## Exercise aim
What is the number of lines in the following data that contain "Nodes"? Answer with the number alone.

## Exercise materials
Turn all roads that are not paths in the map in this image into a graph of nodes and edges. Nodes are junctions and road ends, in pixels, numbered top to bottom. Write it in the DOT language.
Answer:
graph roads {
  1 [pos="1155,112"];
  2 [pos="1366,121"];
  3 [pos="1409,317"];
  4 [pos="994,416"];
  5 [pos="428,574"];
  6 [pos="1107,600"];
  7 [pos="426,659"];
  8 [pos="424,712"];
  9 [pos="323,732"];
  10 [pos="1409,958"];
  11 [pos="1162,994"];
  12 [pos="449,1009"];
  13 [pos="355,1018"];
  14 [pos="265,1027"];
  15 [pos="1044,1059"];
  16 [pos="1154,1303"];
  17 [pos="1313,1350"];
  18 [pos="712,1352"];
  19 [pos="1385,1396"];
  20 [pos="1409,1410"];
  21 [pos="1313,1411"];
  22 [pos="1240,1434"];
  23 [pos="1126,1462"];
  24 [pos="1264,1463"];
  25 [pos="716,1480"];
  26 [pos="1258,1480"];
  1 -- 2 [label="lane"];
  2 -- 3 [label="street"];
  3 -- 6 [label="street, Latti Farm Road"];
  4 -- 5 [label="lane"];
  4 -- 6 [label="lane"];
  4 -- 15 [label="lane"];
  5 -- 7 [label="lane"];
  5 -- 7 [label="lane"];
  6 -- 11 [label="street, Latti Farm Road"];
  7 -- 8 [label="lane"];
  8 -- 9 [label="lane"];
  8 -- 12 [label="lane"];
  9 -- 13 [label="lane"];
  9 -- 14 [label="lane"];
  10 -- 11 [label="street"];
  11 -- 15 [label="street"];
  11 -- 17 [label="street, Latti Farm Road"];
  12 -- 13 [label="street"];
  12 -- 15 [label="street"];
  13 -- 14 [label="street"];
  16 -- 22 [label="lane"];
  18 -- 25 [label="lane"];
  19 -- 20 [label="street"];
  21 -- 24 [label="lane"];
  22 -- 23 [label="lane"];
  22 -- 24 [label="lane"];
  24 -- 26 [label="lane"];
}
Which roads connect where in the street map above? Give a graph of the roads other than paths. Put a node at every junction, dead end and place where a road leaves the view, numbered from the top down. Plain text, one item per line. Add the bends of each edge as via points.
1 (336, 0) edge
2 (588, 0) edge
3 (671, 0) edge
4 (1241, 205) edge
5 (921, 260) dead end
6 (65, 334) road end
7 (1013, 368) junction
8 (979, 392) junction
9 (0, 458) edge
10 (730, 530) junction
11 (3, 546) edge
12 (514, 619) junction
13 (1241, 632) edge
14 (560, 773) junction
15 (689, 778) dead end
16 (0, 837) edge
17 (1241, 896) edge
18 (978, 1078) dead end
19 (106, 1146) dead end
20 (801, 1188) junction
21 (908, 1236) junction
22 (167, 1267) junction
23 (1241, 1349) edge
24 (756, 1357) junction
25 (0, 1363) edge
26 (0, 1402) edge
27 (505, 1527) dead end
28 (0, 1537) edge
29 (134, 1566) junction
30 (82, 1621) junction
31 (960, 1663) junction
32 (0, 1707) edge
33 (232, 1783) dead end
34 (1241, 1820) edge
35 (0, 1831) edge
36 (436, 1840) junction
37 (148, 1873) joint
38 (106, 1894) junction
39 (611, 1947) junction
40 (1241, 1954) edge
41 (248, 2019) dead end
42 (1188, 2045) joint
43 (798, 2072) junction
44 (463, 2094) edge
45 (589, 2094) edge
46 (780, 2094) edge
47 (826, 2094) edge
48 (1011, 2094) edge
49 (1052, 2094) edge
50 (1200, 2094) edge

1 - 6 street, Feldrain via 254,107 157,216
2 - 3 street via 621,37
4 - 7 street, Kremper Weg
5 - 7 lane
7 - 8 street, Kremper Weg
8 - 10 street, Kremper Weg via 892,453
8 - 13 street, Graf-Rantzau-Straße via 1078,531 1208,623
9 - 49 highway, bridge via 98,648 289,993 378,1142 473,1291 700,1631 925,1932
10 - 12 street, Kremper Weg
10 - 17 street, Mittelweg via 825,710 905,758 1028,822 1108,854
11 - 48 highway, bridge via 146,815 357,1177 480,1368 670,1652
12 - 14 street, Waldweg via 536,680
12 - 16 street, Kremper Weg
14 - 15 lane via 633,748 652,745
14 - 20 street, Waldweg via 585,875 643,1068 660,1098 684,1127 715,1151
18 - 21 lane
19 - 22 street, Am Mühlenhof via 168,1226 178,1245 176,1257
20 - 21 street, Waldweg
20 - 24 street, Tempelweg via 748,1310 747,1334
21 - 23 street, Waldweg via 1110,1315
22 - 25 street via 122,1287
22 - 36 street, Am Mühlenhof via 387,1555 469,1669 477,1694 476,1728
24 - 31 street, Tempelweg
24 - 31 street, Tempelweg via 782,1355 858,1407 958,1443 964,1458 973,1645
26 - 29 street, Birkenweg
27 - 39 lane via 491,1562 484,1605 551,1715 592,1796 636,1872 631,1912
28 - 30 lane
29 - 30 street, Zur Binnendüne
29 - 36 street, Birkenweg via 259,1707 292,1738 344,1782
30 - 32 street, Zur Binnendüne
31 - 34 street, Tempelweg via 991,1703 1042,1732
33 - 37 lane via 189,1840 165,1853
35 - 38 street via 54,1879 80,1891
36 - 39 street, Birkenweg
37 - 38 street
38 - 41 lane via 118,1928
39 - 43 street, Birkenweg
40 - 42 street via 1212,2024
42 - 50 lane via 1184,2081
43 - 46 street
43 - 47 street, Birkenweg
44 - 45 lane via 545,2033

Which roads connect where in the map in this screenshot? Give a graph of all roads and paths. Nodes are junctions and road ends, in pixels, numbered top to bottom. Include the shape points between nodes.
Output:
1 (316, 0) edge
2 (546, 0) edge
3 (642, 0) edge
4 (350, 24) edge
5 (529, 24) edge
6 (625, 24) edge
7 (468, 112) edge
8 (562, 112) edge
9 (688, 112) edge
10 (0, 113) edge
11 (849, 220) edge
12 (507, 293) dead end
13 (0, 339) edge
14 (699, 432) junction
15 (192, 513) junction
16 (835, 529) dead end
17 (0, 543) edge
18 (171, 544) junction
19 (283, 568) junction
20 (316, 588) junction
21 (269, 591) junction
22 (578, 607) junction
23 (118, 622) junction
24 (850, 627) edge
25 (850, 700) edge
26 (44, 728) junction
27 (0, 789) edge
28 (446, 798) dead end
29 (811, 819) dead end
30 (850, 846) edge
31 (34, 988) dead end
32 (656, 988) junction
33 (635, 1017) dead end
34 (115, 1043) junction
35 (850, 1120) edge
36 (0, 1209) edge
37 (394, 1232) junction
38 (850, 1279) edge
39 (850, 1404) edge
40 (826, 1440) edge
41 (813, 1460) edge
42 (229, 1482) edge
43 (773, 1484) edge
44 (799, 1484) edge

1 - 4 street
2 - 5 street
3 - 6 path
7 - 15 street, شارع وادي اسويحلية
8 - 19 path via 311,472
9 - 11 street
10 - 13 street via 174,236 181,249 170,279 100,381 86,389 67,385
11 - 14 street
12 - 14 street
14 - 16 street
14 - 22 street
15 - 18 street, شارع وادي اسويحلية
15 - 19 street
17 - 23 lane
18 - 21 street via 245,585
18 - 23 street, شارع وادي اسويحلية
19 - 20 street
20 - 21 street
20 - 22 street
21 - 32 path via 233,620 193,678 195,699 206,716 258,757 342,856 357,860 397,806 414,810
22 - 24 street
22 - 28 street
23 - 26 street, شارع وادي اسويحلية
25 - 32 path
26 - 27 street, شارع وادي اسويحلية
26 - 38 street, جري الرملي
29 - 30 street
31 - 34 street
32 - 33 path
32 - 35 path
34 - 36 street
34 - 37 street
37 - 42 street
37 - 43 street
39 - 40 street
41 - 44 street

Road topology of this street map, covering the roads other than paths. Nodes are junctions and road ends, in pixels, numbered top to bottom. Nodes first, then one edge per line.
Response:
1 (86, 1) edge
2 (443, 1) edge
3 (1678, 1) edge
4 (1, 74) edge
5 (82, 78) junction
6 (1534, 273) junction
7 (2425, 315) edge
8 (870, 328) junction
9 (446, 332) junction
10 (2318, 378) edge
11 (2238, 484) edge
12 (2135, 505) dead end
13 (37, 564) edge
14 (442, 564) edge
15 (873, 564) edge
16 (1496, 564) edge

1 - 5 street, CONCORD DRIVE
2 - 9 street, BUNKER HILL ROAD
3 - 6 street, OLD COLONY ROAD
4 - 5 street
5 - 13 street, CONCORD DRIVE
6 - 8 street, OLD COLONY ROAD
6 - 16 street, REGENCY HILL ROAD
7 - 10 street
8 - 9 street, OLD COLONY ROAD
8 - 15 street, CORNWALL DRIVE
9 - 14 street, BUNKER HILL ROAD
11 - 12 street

## Exercise response
3